Books
Daisy Johnson's 'Everything Under' Just Made Her The Youngest Ever Booker Nominee
There are some surprise appearances as well as some unexpected cuts in this year's Man Booker Prize shortlist. Some big names, including Sally Rooney who wrote this year's esteemed Normal People, weren't selected from this year's longlist, leaving room on the shortlist for some newcomers. That includes Daisy Johnson, the youngest author to have ever been shortlisted for one of literature's most prestigious awards. She joins a shortlist which is happily dominated by women, with her very worthy novel Everything Under. But aside from her age and the obvious, who is Daisy Johnson?
Born in 1990, Johnson's already won a strung of awards for her debut novella Fen, which scooped up the A.M. Heath Prize back in 2014. "I grew up there, in the British Fens," she told American Short Fiction in 2017, "and when I started writing short stories it was a landscape which—without my much meaning it to—came back to me." Johnson said in the same interview that she's been writing since she was 14, and that her interest in "haunted house stories" is due to her having lived in "perhaps 10 houses by the time I was 15". After completing a creative writing MA at Oxford, she now lives in the same city.
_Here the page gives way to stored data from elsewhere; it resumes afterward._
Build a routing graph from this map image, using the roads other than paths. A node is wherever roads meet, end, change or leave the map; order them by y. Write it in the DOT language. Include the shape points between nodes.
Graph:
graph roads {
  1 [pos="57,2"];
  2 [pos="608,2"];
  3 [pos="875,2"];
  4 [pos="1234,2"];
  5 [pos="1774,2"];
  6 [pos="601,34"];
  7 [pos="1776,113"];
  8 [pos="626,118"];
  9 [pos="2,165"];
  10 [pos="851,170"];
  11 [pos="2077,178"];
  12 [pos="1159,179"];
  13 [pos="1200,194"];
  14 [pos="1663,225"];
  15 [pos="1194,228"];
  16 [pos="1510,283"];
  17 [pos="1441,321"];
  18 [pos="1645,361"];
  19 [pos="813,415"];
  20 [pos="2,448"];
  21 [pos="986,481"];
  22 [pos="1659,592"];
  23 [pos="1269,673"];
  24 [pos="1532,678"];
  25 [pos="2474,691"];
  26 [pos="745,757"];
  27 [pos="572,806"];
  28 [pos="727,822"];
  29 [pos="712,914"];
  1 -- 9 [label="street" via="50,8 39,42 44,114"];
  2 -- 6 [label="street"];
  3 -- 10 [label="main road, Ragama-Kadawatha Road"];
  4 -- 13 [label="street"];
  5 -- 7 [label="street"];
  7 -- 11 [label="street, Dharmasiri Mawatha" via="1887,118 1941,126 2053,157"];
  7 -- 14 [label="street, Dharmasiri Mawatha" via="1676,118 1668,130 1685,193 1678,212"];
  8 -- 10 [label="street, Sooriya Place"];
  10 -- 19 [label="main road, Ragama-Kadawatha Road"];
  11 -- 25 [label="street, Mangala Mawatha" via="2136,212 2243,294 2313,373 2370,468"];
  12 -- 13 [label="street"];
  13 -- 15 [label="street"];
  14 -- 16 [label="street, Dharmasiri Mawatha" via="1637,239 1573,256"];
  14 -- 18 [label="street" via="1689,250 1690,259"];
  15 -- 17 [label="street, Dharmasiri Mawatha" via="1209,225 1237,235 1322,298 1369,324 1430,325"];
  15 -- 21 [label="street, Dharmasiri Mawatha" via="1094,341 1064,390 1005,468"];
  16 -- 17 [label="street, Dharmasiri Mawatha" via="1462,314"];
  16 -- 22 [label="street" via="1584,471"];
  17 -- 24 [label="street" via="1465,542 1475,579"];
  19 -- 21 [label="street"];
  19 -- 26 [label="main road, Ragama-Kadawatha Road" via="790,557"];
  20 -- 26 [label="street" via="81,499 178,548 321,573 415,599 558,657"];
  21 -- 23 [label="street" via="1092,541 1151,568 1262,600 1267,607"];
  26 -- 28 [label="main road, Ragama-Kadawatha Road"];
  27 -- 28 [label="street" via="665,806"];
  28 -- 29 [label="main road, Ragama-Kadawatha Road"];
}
The current record for the youngest winner is held by New Zealander Ellen Catton, who was 28 years old when she won the Prize back in 2013 for her surreal novel The Luminaries. But there's every chance that Catton's title as the youngest ever Man Booker Prize winner could be taken from her this year. If she's this year's Man Booker Prize winner, she'll be £50,000 better off, and with Everything Under, this could be her time. In their comments, the judges wrote: "The twists and turns of the book's stories braid this together with European folk tales to create a strong narrative river that carries us to a conclusion laced with tantalising possibilities."
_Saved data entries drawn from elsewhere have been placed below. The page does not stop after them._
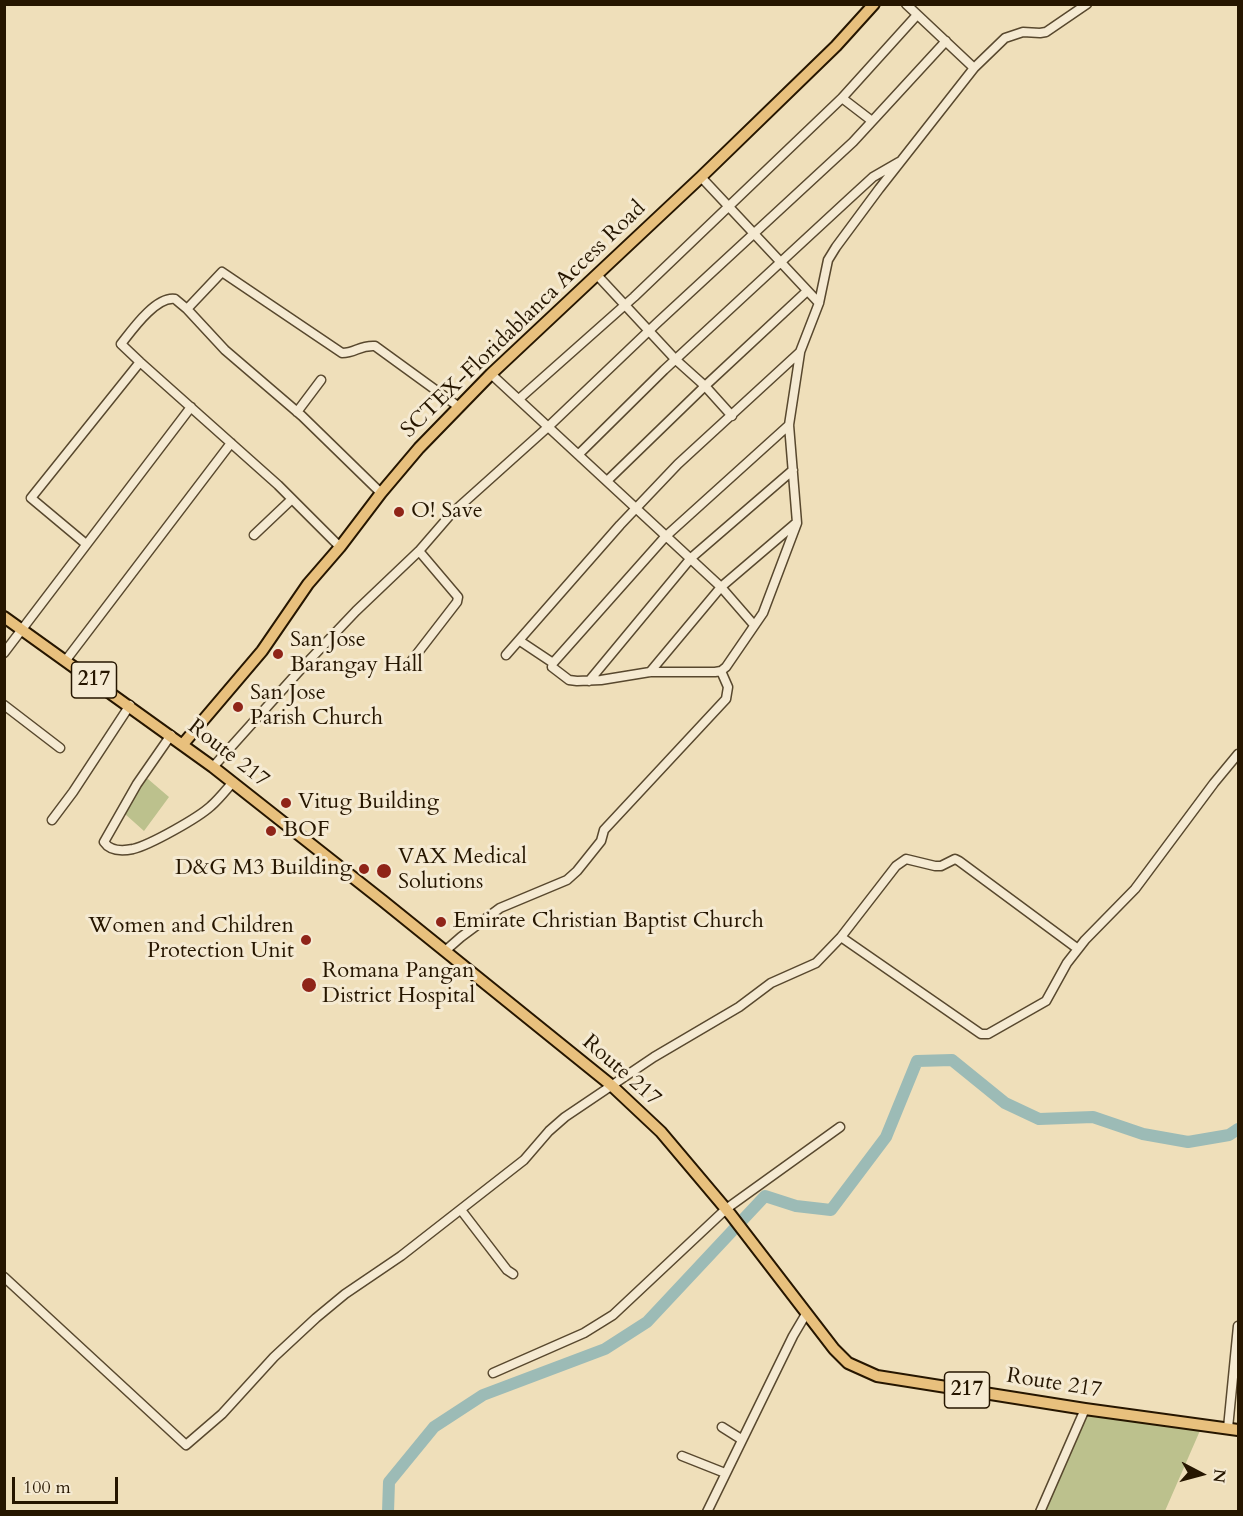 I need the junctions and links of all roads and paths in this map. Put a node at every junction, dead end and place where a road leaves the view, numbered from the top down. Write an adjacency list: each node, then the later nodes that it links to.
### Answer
1 (874, 4): 10 (main road, SCTEX-Floridablanca Access Road)
2 (906, 4): 4 (street)
3 (1087, 4): 6 (street)
4 (917, 15): 5 (street); 7 (street)
5 (946, 41): 6 (street); 8 (street)
6 (974, 68): 9 (street)
7 (842, 98): 8 (street); 11 (street)
8 (872, 121): 12 (street)
9 (900, 162): 13 (street); 16 (street)
10 (701, 177): 11 (street); 14 (main road, SCTEX-Floridablanca Access Road)
11 (728, 206): 12 (street); 17 (street)
12 (755, 234): 13 (street); 19 (street)
13 (781, 263): 15 (street); 21 (street)
14 (597, 274): 17 (street); 23 (main road, SCTEX-Floridablanca Access Road)
15 (806, 292): 16 (street); 25 (street)
16 (819, 303): 20 (street)
17 (626, 305): 19 (street); 26 (street)
18 (188, 309): 22 (street); 28 (street); 29 (street)
19 (649, 330): 21 (street); 32 (street)
20 (800, 352): 30 (street); 31 (street)
21 (676, 360): 25 (street); 34 (street)
22 (140, 362): 27 (street); 43 (street)
23 (491, 374): 26 (street); 28 (main road, SCTEX-Floridablanca Access Road)
24 (321, 380): 29 (street)
25 (705, 386): 30 (street); 36 (street)
26 (519, 399): 32 (street)
27 (191, 407): 33 (street); 43 (street)
28 (459, 407): 37 (main road, SCTEX-Floridablanca Access Road)
29 (297, 412): 37 (street)
30 (732, 416): 39 (street)
31 (789, 425): 35 (street); 42 (street)
32 (548, 427): 34 (street); 45 (street)
33 (231, 443): 38 (street); 54 (street)
34 (579, 454): 36 (street)
35 (793, 470): 40 (street); 46 (street)
36 (607, 481): 39 (street)
37 (381, 492): 44 (main road, SCTEX-Floridablanca Access Road)
38 (292, 499): 41 (street); 44 (street)
39 (636, 509): 42 (street); 51 (street)
40 (797, 523): 47 (street); 49 (street)
41 (254, 535)
42 (665, 537): 46 (street); 55 (street)
43 (86, 544): 50 (street)
44 (340, 547): 63 (main road, SCTEX-Floridablanca Access Road)
45 (419, 551): 56 (street); 66 (street)
46 (691, 558): 47 (street); 59 (street)
47 (721, 587): 49 (street); 58 (street)
48 (4, 616): 50 (main road, Route 217 / 217)
49 (754, 625): 57 (street)
50 (22, 629): 52 (street); 54 (main road, Route 217 / 217)
51 (520, 641): 53 (street); 55 (street)
52 (4, 653)
53 (506, 655)
54 (66, 660): 61 (main road, Route 217 / 217)
55 (553, 663): 59 (street)
56 (406, 668)
57 (721, 671): 58 (street); 71 (street)
58 (650, 672): 59 (street)
59 (590, 681)
60 (4, 705): 64 (street)
61 (130, 705): 62 (main road, Route 217 / 217); 68 (street)
62 (171, 735): 63 (main road, Route 217 / 217); 67 (street)
63 (183, 744): 66 (main road, Route 217 / 217)
64 (60, 748)
65 (1239, 754): 70 (street)
66 (213, 767): 67 (main road, Route 217 / 217)
67 (233, 782): 71 (main road, Route 217 / 217)
68 (52, 820)
69 (841, 937): 70 (street); 70 (street); 72 (street)
70 (1078, 949)
71 (445, 951): 72 (main road, Route 217 / 217)
72 (610, 1085): 74 (street); 75 (main road, Route 217 / 217)
73 (840, 1127): 75 (street)
74 (461, 1210): 76 (street); 77 (street)
75 (729, 1212): 78 (main road, Route 217 / 217); 80 (street)
76 (513, 1274)
77 (4, 1277)
78 (807, 1314): 82 (main road, Route 217 / 217); 85 (street)
79 (1239, 1326): 81 (street)
80 (493, 1373)
81 (1236, 1382): 84 (street)
82 (1085, 1409): 84 (main road, Route 217 / 217); 89 (street)
83 (722, 1427): 85 (street)
84 (1233, 1429)
85 (741, 1439): 87 (street)
86 (682, 1456): 87 (street)
87 (725, 1473): 88 (street)
88 (707, 1512)
89 (1040, 1512)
The 28-year-old author — she was just 27 when the nomination was first announced — joins some more seasoned writers on 2018's shortlist, including The Flamethrowers writer Rachel Kushner and celebrated American writer Richard Powers. This year's novels encompass everything from escaping slavery on a sugar plantation to a woman trying to navigate predatory eyes in Belfast during the Troubles. Johnson's Everything Under tells the story of Gretel, a girl who lives on a canal boat after her mother put her in foster care, so that she could pursue a new lover. The Guardian made it their book of the day on Jul. 17, and critic Anthony Cummins praised Johnson for her ability to make "psychological phenomena feel visceral."
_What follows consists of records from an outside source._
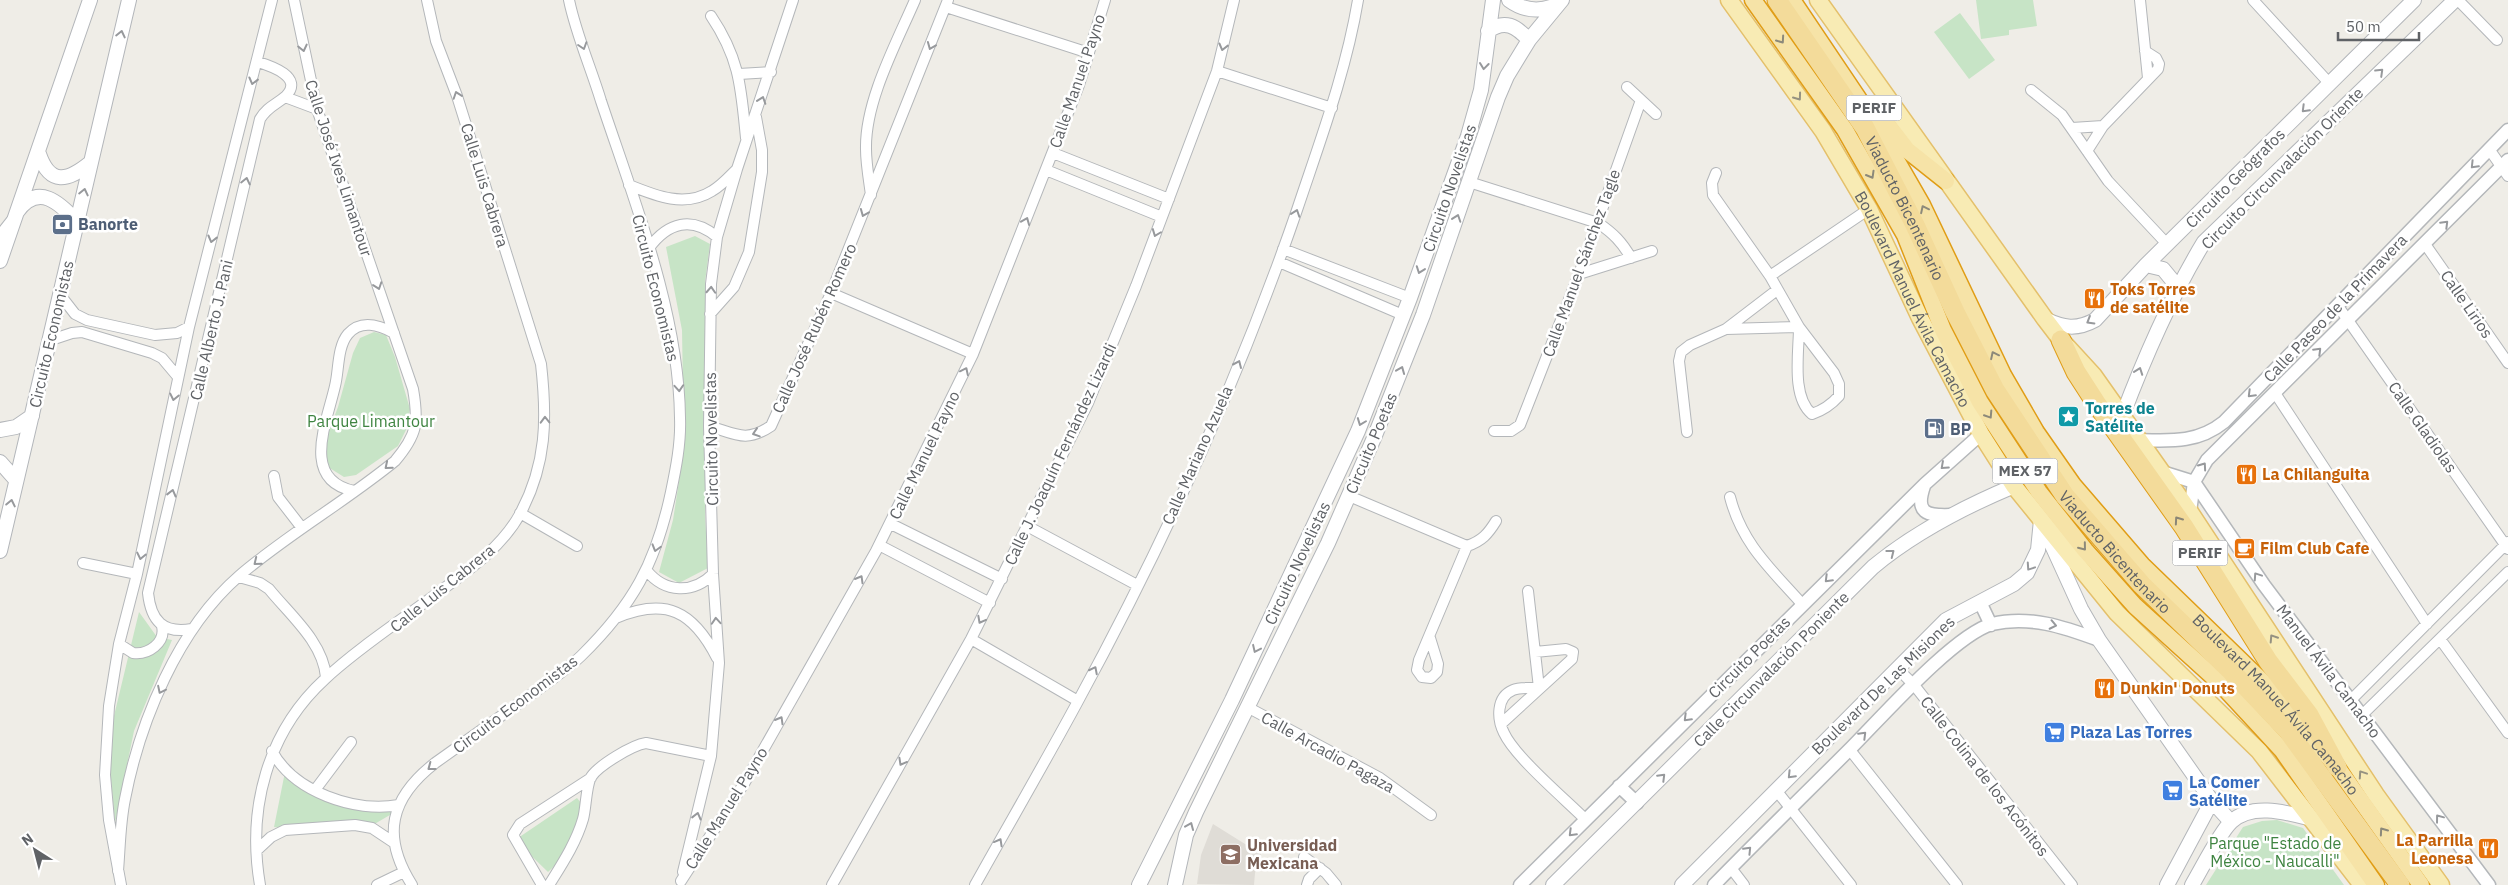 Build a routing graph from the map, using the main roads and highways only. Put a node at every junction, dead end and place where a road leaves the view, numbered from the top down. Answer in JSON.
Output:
{"nodes":[{"id":1,"x":90,"y":0,"type":"edge"},
{"id":2,"x":129,"y":0,"type":"edge"},
{"id":3,"x":1493,"y":0,"type":"edge"},
{"id":4,"x":1509,"y":0,"type":"edge"},
{"id":5,"x":1729,"y":0,"type":"edge"},
{"id":6,"x":1753,"y":0,"type":"edge"},
{"id":7,"x":1777,"y":0,"type":"edge"},
{"id":8,"x":1792,"y":0,"type":"edge"},
{"id":9,"x":1818,"y":0,"type":"edge"},
{"id":10,"x":2414,"y":0,"type":"edge"},
{"id":11,"x":2456,"y":0,"type":"edge"},
{"id":12,"x":1559,"y":2,"type":"edge"},
{"id":13,"x":1811,"y":27,"type":"junction"},
{"id":14,"x":1488,"y":31,"type":"junction"},
{"id":15,"x":1529,"y":40,"type":"junction"},
{"id":16,"x":39,"y":154,"type":"junction"},
{"id":17,"x":90,"y":163,"type":"junction"},
{"id":18,"x":1946,"y":181,"type":"junction"},
{"id":19,"x":16,"y":214,"type":"junction"},
{"id":20,"x":77,"y":222,"type":"junction"},
{"id":21,"x":2186,"y":227,"type":"junction"},
{"id":22,"x":2204,"y":242,"type":"junction"},
{"id":23,"x":0,"y":261,"type":"edge"},
{"id":24,"x":2146,"y":265,"type":"junction"},
{"id":25,"x":2177,"y":286,"type":"junction"},
{"id":26,"x":2046,"y":319,"type":"junction"},
{"id":27,"x":2061,"y":340,"type":"junction"},
{"id":28,"x":32,"y":416,"type":"junction"},
{"id":29,"x":2122,"y":417,"type":"junction"},
{"id":30,"x":0,"y":430,"type":"edge"},
{"id":31,"x":0,"y":462,"type":"edge"},
{"id":32,"x":16,"y":480,"type":"junction"},
{"id":33,"x":2014,"y":486,"type":"junction"},
{"id":34,"x":2041,"y":520,"type":"junction"},
{"id":35,"x":0,"y":551,"type":"edge"},
{"id":36,"x":2337,"y":767,"type":"junction"},
{"id":37,"x":2212,"y":801,"type":"junction"},
{"id":38,"x":2312,"y":819,"type":"junction"},
{"id":39,"x":2231,"y":822,"type":"junction"},
{"id":40,"x":1176,"y":879,"type":"edge"},
{"id":41,"x":1141,"y":884,"type":"edge"},
{"id":42,"x":1166,"y":885,"type":"edge"},
{"id":43,"x":1553,"y":885,"type":"edge"},
{"id":44,"x":1682,"y":885,"type":"edge"},
{"id":45,"x":2167,"y":885,"type":"edge"},
{"id":46,"x":2192,"y":885,"type":"edge"},
{"id":47,"x":2362,"y":885,"type":"edge"},
{"id":48,"x":2376,"y":885,"type":"edge"},
{"id":49,"x":2400,"y":885,"type":"edge"},
{"id":50,"x":2421,"y":885,"type":"edge"},
{"id":51,"x":2441,"y":885,"type":"edge"}],
"edges":[{"from":1,"to":16,"type":"main road"},
{"from":17,"to":2,"type":"main road","name":"Circuito Economistas","one_way":true},
{"from":3,"to":14,"type":"main road","name":"Circuito Novelistas"},
{"from":4,"to":12,"type":"main road"},
{"from":5,"to":33,"type":"main road","name":"Boulevard Manuel Ávila Camacho","one_way":true},
{"from":6,"to":48,"type":"highway","name":"Boulevard Manuel Ávila Camacho","number":"MEX 57","one_way":true},
{"from":7,"to":49,"type":"highway","name":"Viaducto Bicentenario"},
{"from":8,"to":13,"type":"highway","name":"Boulevard Manuel Ávila Camacho","number":"MEX 57"},
{"from":9,"to":18,"type":"main road","name":"Boulevard Manuel Ávila Camacho"},
{"from":10,"to":21,"type":"main road","name":"Circuito Geógrafos","one_way":true},
{"from":22,"to":11,"type":"main road","name":"Circuito Circunvalación Oriente","one_way":true},
{"from":12,"to":15,"type":"main road","name":"Circuito Poetas"},
{"from":13,"to":18,"type":"highway","number":"PERIF"},
{"from":36,"to":13,"type":"highway","name":"Boulevard Manuel Ávila Camacho","number":"MEX 57","one_way":true},
{"from":14,"to":15,"type":"main road"},
{"from":14,"to":41,"type":"main road","name":"Circuito Novelistas","one_way":true},
{"from":40,"to":15,"type":"main road","name":"Circuito Poetas","one_way":true},
{"from":16,"to":17,"type":"main road"},
{"from":16,"to":19,"type":"main road"},
{"from":20,"to":17,"type":"main road","name":"Circuito Economistas","one_way":true},
{"from":18,"to":26,"type":"main road","name":"Boulevard Manuel Ávila Camacho"},
{"from":19,"to":20,"type":"main road"},
{"from":19,"to":23,"type":"main road"},
{"from":20,"to":28,"type":"main road","name":"Circuito Economistas"},
{"from":21,"to":22,"type":"main road"},
{"from":21,"to":24,"type":"main road","name":"Circuito Geógrafos"},
{"from":22,"to":25,"type":"main road","name":"Circuito Circunvalación Oriente"},
{"from":24,"to":25,"type":"main road"},
{"from":24,"to":26,"type":"main road","name":"Circuito Geógrafos","one_way":true},
{"from":29,"to":25,"type":"main road","name":"Circuito Circunvalación Oriente","one_way":true},
{"from":26,"to":27,"type":"main road","name":"Boulevard Manuel Ávila Camacho"},
{"from":27,"to":29,"type":"main road","name":"Boulevard Manuel Ávila Camacho"},
{"from":36,"to":27,"type":"highway","number":"PERIF","one_way":true},
{"from":28,"to":30,"type":"main road"},
{"from":28,"to":32,"type":"main road","name":"Circuito Economistas"},
{"from":51,"to":29,"type":"main road","name":"Boulevard Manuel Ávila Camacho","one_way":true},
{"from":31,"to":32,"type":"main road"},
{"from":35,"to":32,"type":"main road","name":"Circuito Economistas","one_way":true},
{"from":33,"to":34,"type":"main road","name":"Boulevard Manuel Ávila Camacho"},
{"from":43,"to":33,"type":"main road","name":"Calle Circunvalación Poniente","one_way":true},
{"from":34,"to":37,"type":"main road"},
{"from":34,"to":38,"type":"main road","name":"Boulevard Manuel Ávila Camacho"},
{"from":34,"to":44,"type":"main road","name":"Boulevard De Las Misiones","one_way":true},
{"from":50,"to":36,"type":"highway","name":"Boulevard Manuel Ávila Camacho","number":"MEX 57","one_way":true},
{"from":37,"to":39,"type":"main road"},
{"from":37,"to":45,"type":"main road"},
{"from":38,"to":39,"type":"main road"},
{"from":38,"to":47,"type":"main road","name":"Boulevard Manuel Ávila Camacho"},
{"from":39,"to":46,"type":"main road"},
{"from":40,"to":42,"type":"main road"}]}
The shortlisted names were announced on Sept. 20, with one of this year's judges, the philosopher Kwame Anthony Appiah, commenting that the finalists were all chosen for their "miracles of stylistic invention." "These books speak very much to our moment, but we believe that they will endure," he went on to say. The winner of this year's Man Booker Prize will be announced on Oct. 16 in London's Guildhall, and will be aired on the BBC.